(RECORDED DATA)
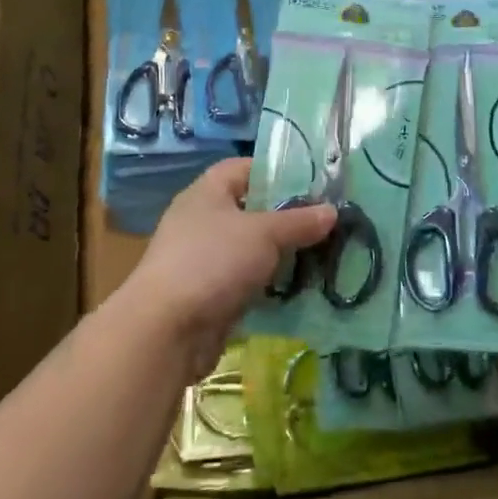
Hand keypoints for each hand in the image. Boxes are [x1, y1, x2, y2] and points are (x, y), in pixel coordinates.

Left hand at [125, 158, 335, 377]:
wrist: (166, 330)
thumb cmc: (213, 262)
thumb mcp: (265, 234)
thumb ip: (299, 221)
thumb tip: (332, 211)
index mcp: (208, 192)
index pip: (244, 168)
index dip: (277, 171)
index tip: (312, 184)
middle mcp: (202, 219)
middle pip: (251, 209)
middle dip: (286, 217)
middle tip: (323, 224)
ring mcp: (202, 259)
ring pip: (250, 248)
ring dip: (280, 255)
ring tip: (319, 257)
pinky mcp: (207, 295)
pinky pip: (245, 281)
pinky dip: (268, 285)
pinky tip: (298, 290)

(TASK DESCRIPTION) The expected output is the lines from the one holding "thumb cmc: (213, 262)" through the last line of the data, exactly as they appear, with nothing before or after.

(ANSWER BOX)
thumb cmc: (213, 262)
thumb mcp: (265, 234)
thumb ip: (299, 221)
thumb tip: (332, 211)
index mcp: (208, 192)
index pip: (244, 168)
index dip: (277, 171)
index tip: (312, 184)
middle mcp: (202, 219)
middle pip: (251, 209)
middle dip: (286, 217)
middle tip: (323, 224)
ring mcp: (202, 259)
ring pip: (250, 248)
ring dip: (280, 255)
ring tip: (319, 257)
pinky mcp: (207, 295)
pinky pip: (245, 281)
pinky dip: (268, 285)
pinky tip: (298, 290)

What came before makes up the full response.